[What you should do] Filter the entries below, keeping every line that has the word "Turn".

______

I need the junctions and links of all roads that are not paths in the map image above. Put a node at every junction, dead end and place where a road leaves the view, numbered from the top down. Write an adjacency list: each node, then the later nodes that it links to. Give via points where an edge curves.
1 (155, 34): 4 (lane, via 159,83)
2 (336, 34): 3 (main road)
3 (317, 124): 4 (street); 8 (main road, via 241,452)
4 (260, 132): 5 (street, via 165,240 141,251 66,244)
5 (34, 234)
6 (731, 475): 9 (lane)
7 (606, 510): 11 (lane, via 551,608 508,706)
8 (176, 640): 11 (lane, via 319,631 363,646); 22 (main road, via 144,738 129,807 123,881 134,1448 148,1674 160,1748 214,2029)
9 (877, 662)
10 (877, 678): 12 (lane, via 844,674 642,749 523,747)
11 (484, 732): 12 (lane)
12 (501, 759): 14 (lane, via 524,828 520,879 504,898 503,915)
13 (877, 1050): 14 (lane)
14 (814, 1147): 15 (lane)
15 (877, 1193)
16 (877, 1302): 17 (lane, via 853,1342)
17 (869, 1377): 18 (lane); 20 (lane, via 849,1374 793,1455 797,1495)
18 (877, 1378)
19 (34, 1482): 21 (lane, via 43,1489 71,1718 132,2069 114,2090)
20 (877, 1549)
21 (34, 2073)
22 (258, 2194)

______

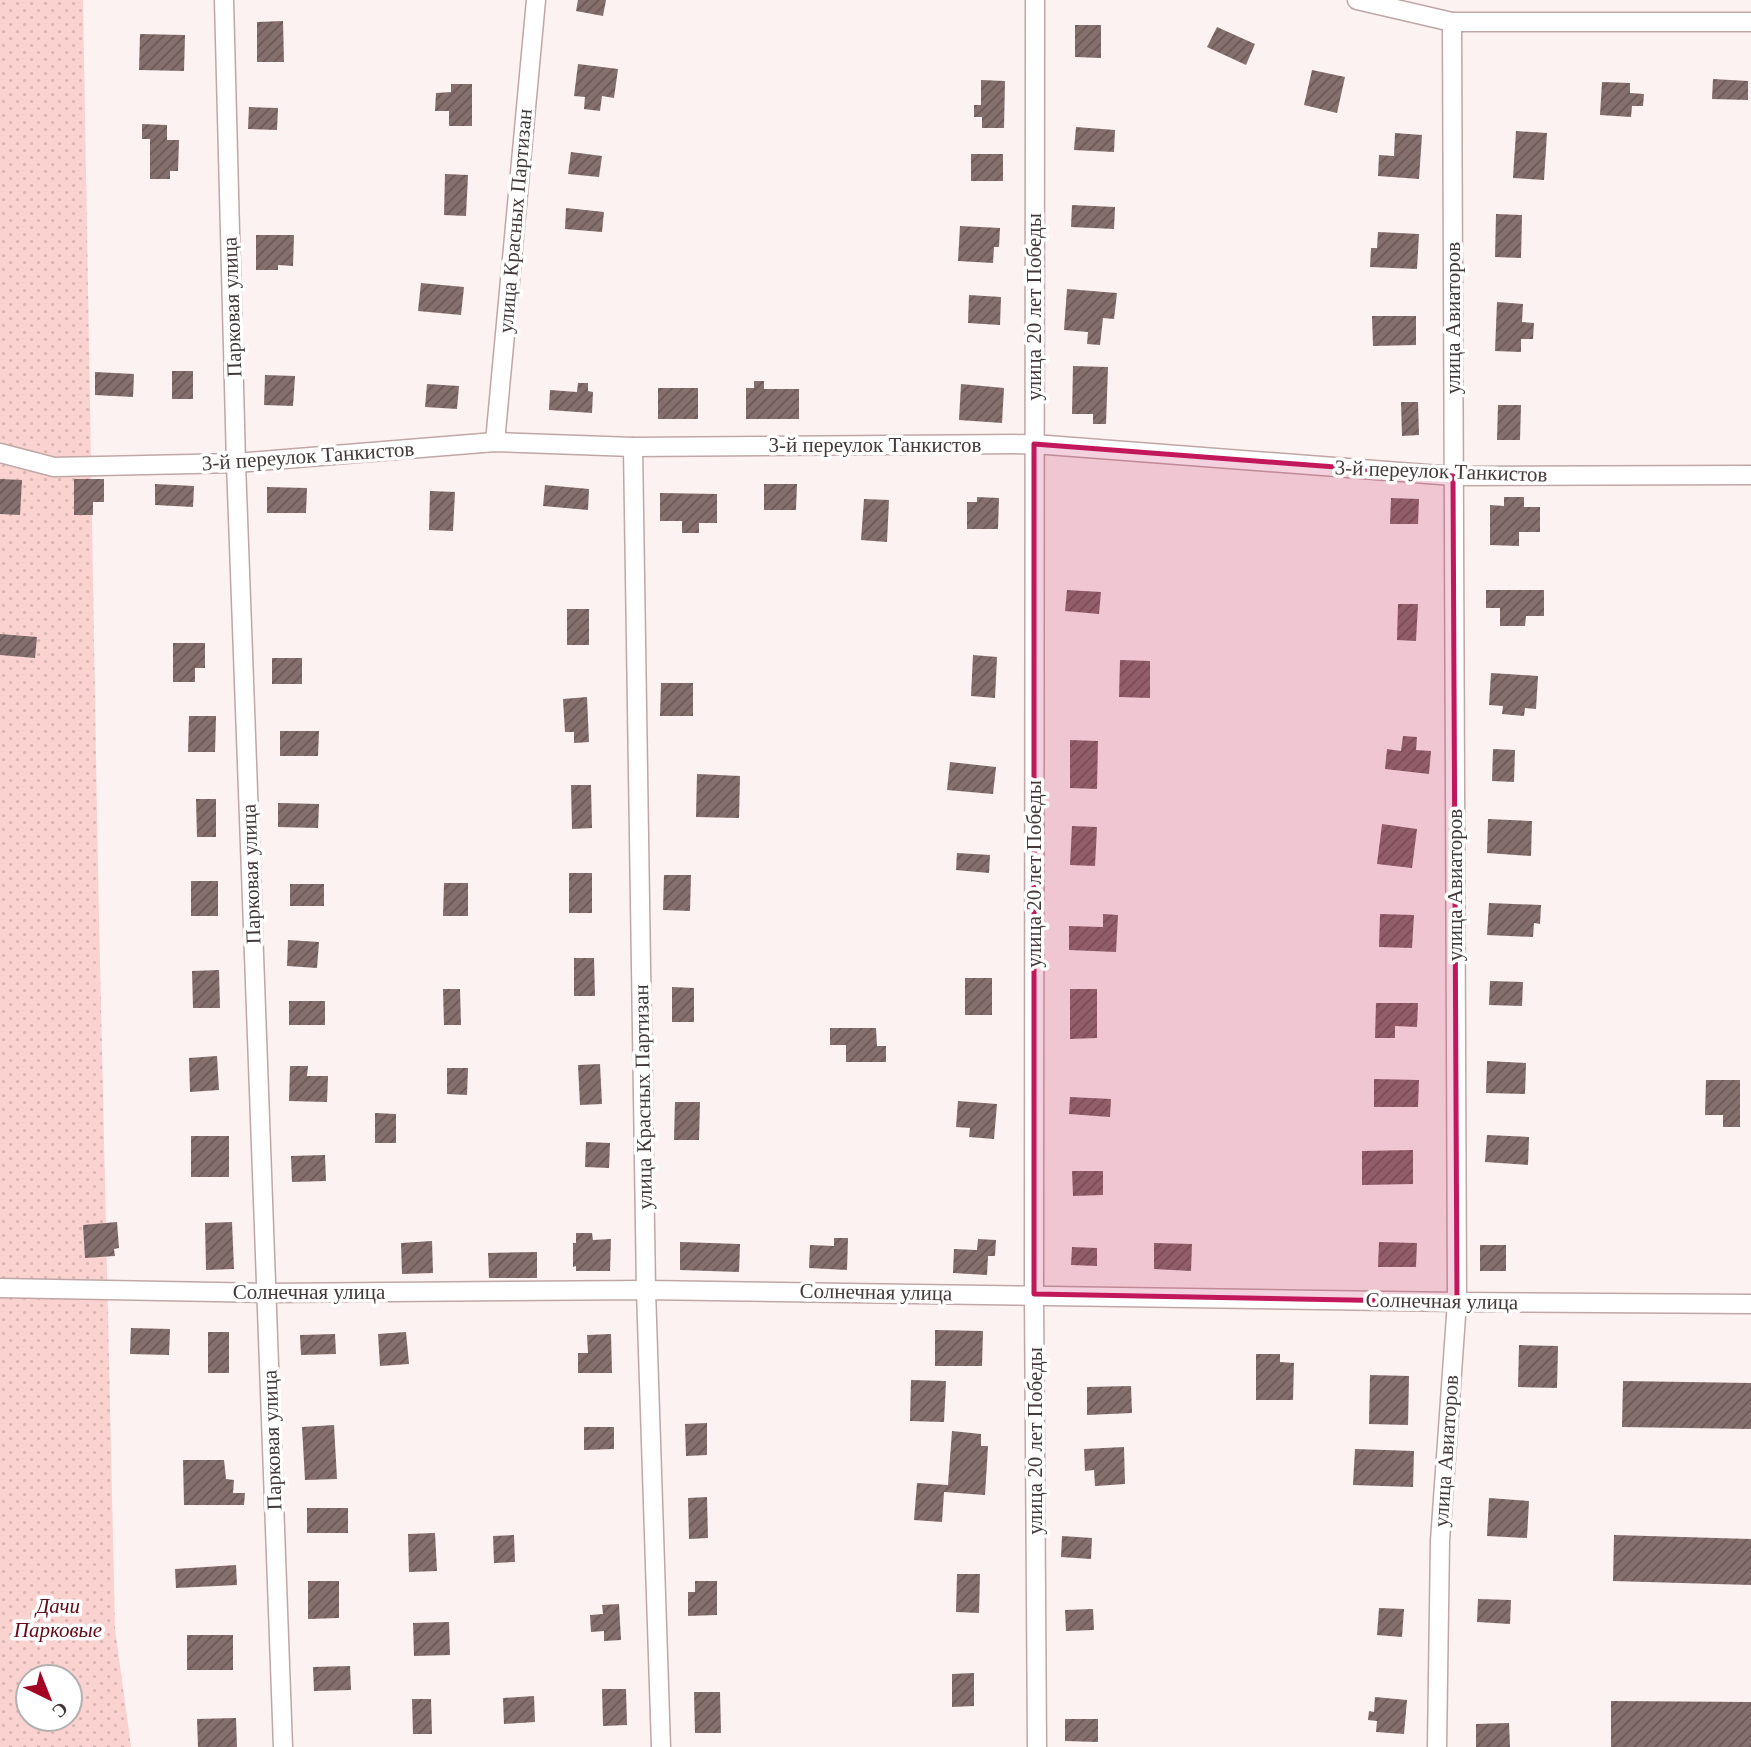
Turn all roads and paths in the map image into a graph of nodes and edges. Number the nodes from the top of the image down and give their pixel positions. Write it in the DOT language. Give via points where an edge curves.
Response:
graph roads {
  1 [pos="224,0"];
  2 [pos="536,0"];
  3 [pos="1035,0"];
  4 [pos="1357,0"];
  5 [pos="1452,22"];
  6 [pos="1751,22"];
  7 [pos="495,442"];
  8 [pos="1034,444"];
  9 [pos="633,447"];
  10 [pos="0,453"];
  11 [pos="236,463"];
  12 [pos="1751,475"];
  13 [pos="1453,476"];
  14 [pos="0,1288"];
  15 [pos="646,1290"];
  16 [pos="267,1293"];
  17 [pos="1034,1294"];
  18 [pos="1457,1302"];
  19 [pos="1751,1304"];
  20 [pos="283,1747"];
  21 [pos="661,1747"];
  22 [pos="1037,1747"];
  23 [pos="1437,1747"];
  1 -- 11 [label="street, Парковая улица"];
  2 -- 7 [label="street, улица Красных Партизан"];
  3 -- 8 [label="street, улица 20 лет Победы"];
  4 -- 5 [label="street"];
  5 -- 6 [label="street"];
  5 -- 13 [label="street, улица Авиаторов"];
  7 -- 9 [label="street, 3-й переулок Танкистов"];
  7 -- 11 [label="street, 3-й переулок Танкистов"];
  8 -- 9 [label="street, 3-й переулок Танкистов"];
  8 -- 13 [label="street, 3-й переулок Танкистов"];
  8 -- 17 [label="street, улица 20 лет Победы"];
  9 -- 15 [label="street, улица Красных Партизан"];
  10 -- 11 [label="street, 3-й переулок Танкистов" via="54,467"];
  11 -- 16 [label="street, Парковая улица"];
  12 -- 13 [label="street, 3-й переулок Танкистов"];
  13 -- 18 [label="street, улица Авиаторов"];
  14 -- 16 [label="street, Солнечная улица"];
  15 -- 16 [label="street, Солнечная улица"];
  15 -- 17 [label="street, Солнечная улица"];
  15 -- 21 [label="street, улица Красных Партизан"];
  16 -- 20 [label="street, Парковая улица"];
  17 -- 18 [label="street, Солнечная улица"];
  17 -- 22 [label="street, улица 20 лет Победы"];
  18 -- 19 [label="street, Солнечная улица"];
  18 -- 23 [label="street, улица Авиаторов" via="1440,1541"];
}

______

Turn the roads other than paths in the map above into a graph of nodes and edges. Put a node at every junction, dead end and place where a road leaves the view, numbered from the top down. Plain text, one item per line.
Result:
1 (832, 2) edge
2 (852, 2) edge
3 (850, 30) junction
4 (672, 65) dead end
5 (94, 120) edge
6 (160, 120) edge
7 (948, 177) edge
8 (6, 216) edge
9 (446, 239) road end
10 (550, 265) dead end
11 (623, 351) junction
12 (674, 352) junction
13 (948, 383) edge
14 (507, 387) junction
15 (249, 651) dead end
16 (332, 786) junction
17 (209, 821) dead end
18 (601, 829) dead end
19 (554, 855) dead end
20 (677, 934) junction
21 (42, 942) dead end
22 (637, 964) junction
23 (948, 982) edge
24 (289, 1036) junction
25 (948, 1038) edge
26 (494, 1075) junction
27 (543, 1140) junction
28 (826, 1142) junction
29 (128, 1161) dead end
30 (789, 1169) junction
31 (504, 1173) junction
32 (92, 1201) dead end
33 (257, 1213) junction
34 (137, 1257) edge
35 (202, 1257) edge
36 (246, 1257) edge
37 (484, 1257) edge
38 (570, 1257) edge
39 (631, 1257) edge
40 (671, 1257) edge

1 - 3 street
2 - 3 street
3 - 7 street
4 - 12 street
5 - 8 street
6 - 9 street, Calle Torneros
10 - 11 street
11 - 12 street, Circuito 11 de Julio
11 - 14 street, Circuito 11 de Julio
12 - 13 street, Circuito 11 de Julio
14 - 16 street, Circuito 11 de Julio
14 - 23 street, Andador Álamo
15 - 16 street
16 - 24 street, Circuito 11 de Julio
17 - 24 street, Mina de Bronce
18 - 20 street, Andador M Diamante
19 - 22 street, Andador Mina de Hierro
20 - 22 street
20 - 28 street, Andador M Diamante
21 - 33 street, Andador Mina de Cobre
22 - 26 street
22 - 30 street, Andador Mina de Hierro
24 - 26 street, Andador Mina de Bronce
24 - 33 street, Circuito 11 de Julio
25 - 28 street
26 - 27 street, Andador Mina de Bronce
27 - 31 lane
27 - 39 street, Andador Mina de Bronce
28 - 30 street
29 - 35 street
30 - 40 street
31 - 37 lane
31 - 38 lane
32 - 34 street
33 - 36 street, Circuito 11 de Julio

______

[Response area]
Turn all roads and paths in the map image into a graph of nodes and edges. Number the nodes from the top of the image down and give their pixel positions. Write it in the DOT language. Give via points where an edge curves.
Turn the roads other than paths in the map above into a graph of nodes and edges. Put a node at every junction, dead end and place where a road leaves the view, numbered from the top down. Plain text, one item per line.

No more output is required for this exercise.